Input records section start

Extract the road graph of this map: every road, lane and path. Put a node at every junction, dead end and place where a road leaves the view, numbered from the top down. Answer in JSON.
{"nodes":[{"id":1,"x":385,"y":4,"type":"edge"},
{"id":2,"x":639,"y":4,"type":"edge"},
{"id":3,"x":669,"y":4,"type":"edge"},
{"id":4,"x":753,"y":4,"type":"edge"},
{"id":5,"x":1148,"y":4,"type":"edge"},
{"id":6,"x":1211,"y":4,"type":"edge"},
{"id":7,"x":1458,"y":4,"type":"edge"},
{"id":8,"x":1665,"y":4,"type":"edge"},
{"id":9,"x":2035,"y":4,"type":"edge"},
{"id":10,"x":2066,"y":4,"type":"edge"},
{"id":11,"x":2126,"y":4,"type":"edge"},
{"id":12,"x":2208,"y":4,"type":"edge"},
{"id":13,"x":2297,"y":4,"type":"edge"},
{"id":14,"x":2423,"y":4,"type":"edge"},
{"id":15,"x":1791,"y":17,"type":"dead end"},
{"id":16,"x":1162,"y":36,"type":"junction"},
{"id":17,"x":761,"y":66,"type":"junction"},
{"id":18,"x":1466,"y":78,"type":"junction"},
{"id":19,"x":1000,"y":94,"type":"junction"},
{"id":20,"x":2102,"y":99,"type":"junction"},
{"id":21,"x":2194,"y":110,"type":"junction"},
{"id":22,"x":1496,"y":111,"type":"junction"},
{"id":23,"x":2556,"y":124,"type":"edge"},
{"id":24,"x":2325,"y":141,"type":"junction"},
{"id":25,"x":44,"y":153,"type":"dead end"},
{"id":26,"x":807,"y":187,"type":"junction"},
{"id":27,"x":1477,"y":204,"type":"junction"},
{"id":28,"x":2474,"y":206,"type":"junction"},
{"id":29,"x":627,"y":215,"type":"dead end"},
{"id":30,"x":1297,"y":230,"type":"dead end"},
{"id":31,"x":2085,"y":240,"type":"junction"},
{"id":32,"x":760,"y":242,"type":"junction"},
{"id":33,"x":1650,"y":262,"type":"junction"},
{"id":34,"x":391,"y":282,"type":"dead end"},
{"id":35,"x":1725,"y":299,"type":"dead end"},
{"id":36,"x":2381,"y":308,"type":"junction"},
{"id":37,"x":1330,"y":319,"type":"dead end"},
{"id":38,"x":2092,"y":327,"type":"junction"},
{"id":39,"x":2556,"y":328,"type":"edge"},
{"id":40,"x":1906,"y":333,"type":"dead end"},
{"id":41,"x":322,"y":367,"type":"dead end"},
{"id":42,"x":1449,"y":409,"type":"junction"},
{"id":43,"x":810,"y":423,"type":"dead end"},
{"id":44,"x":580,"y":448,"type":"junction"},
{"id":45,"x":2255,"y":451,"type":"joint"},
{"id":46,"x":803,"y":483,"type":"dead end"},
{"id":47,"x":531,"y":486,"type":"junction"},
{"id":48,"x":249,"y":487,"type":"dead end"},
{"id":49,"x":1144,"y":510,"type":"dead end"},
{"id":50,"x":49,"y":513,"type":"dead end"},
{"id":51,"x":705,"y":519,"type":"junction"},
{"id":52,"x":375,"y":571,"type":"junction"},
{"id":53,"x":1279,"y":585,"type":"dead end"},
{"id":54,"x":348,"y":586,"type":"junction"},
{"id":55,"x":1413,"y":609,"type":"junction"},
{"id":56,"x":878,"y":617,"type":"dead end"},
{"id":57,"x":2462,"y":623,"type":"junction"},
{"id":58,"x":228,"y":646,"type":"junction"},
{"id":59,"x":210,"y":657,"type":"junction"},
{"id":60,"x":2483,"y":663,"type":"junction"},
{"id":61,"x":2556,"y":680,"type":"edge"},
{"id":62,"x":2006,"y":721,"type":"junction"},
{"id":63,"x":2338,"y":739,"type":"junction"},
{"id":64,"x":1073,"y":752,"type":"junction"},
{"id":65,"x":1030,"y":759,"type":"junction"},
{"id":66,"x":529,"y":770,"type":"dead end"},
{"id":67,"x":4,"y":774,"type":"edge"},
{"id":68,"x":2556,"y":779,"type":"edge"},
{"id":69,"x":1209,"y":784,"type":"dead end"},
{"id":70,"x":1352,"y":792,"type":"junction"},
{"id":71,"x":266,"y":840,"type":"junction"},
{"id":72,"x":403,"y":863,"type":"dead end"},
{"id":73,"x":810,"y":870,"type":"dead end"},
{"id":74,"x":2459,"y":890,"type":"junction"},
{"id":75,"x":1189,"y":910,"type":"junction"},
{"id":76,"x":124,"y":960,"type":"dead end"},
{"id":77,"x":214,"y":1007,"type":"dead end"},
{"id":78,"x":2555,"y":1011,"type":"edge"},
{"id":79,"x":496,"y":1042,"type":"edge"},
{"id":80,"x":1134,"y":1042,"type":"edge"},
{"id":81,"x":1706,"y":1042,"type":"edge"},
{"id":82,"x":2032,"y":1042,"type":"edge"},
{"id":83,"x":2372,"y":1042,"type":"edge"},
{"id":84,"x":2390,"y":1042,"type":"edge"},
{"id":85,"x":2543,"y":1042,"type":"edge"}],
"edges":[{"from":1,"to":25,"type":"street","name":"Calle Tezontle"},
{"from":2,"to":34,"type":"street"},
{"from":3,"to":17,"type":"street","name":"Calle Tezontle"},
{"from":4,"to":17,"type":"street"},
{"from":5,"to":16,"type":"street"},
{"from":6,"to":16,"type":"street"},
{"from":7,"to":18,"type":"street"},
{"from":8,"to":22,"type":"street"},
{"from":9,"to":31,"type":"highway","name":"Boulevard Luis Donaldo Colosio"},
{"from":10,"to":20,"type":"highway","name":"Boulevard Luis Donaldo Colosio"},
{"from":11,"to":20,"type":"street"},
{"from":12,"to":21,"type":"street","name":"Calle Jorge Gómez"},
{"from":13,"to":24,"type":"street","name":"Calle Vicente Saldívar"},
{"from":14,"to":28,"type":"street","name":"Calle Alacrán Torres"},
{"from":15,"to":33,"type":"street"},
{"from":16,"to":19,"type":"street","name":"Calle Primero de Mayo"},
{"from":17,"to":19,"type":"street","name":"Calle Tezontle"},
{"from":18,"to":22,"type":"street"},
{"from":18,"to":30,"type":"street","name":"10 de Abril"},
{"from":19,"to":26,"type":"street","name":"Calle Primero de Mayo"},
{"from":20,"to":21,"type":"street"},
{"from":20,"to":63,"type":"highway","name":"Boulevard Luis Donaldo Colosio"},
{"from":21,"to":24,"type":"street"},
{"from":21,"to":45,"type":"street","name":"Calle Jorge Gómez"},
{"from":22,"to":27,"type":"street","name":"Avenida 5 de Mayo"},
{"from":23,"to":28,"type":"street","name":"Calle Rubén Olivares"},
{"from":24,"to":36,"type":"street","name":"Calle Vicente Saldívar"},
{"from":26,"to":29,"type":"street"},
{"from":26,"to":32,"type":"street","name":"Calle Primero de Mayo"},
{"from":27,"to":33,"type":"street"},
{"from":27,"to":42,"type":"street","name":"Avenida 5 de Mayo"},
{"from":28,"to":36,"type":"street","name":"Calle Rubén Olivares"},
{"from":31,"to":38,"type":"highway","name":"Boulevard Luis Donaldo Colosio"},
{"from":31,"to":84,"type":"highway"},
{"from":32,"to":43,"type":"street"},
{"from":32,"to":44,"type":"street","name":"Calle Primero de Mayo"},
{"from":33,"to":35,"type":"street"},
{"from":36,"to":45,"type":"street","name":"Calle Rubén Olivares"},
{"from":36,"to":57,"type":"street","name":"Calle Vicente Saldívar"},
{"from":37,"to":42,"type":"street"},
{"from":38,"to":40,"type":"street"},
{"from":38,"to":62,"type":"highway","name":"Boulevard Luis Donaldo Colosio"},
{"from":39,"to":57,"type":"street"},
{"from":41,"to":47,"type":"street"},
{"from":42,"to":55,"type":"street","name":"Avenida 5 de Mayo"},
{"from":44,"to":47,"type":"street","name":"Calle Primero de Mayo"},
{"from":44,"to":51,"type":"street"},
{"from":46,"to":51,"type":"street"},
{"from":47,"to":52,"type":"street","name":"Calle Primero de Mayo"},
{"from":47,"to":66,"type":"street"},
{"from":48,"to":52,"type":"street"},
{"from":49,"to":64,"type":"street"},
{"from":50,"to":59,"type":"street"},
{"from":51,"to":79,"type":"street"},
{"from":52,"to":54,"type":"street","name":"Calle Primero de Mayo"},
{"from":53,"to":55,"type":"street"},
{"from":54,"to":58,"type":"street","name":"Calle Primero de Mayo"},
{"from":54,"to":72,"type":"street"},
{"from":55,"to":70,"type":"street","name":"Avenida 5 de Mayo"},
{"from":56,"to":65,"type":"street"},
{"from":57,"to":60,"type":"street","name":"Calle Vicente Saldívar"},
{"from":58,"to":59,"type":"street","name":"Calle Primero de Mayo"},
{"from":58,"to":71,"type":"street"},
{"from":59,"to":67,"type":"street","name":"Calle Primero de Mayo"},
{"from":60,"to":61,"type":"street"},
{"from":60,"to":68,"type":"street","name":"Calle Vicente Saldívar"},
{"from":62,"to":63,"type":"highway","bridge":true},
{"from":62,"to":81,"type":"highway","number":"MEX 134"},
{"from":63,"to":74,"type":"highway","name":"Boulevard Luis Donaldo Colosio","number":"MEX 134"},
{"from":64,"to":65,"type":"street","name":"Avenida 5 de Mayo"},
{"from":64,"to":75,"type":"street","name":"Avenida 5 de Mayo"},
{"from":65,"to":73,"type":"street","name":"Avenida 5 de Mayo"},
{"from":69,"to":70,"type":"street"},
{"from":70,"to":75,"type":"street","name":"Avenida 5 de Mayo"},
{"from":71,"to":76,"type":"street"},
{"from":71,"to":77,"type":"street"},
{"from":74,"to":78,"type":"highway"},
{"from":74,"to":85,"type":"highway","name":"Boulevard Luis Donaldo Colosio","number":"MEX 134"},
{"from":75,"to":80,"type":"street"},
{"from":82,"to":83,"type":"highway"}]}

Input records section end

* Task details:
Take every line above that includes "Olivares" and list it.

* Answer for this exercise:
{"from":23,"to":28,"type":"street","name":"Calle Rubén Olivares"},
{"from":28,"to":36,"type":"street","name":"Calle Rubén Olivares"},
{"from":36,"to":45,"type":"street","name":"Calle Rubén Olivares"},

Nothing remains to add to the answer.